First, I embarked on partnering with the research center at UVA to conduct one of the university’s first diversity climate surveys in the early nineties. We found that a social divide existed between students of different racial and ethnic backgrounds. While they were effective in class together, social networks were for the most part very separate and the lack of informal relationships across difference led to lack of trust. The lack of trust was such an issue that even students involved in the Honor System were not willing to talk openly about the racial inequities it faced, so I used group decision software to facilitate an anonymous virtual discussion in one of my M.I.S. computer lab classes. We were able to have a productive discussion to surface some of the key issues and top priorities for change and started the Multicultural Advisory Group as a result.
Change was very slow, and at times the problem even got worse over time as I watched the situation evolve as an alum while I served on the Board of Trustees for the IDEA (Inclusion, Diversity, Equity & Access) Fund. More than 25 years after graduating, I am very proud to say that the disproportionality in the numbers has finally disappeared with patience and investment over time by countless students, faculty and administrators
This may be obvious to you, but it will be helpful to spell this out.

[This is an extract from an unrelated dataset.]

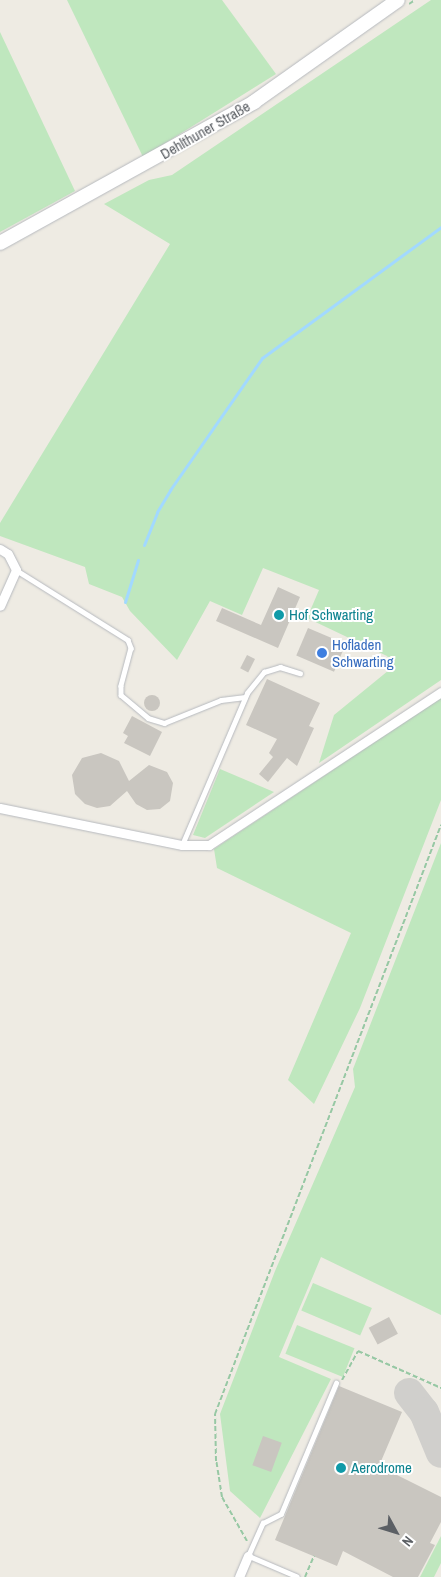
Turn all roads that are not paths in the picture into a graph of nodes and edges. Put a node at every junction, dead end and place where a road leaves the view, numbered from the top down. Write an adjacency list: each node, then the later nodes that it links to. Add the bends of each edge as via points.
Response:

Can you articulate to our readers a few reasons why it is so important for a business or organization to have a diverse executive team?
Markets have globalized to a point where the customers and consumers of most companies are highlighting diversity no matter the part of the world in which they operate. In order to best serve those diverse consumers and customers, diverse employee populations must become an asset. While we all strive to empathize and truly understand the experiences of those who are different from us, no better understanding comes than from lived experience. Therefore, it is so obvious that diverse executive teams should reflect the diversity of both their workforce and their customer base.
Ok. Here is the main question of our discussion. You are an influential business leader. Can you please share your “5 Steps We Must Take To Truly Create An Inclusive, Representative, and Equitable Society”. Kindly share a story or example for each.
At Russell Reynolds we recently surveyed 150 large cap companies with an average of 50,000 employees, to identify those factors which fully mature DE&I functions had in place. These factors included:
- A Strategy — a data-informed strategy with a clearly articulated mandate and areas of focus
- Resourcing — a functional leader with a small team responsible for executing on that strategy
- Governance — a clear responsibility model that identifies roles for staff, leadership, councils and ERGs
- Accountability Mechanisms — metrics to measure progress and related mechanisms for accountability
- The fifth step I would add is “Tone from the Top” because without this support this work does not gain traction.
We are going through a rough period now. Are you optimistic that this issue can eventually be resolved? Can you explain?
I have hope because before calm there is usually a storm. In the development of teams, the model that is often referred to is forming, storming, norming and performing. In some ways until this recent crisis, the DE&I function was in the formative stages, perhaps without a strategy or resourcing, but now we are clearly in the storming phase of addressing intergroup conflict with the hope that we will come out on the other end much stronger and able to create effect norms that include everyone in order to achieve the optimal level of performance.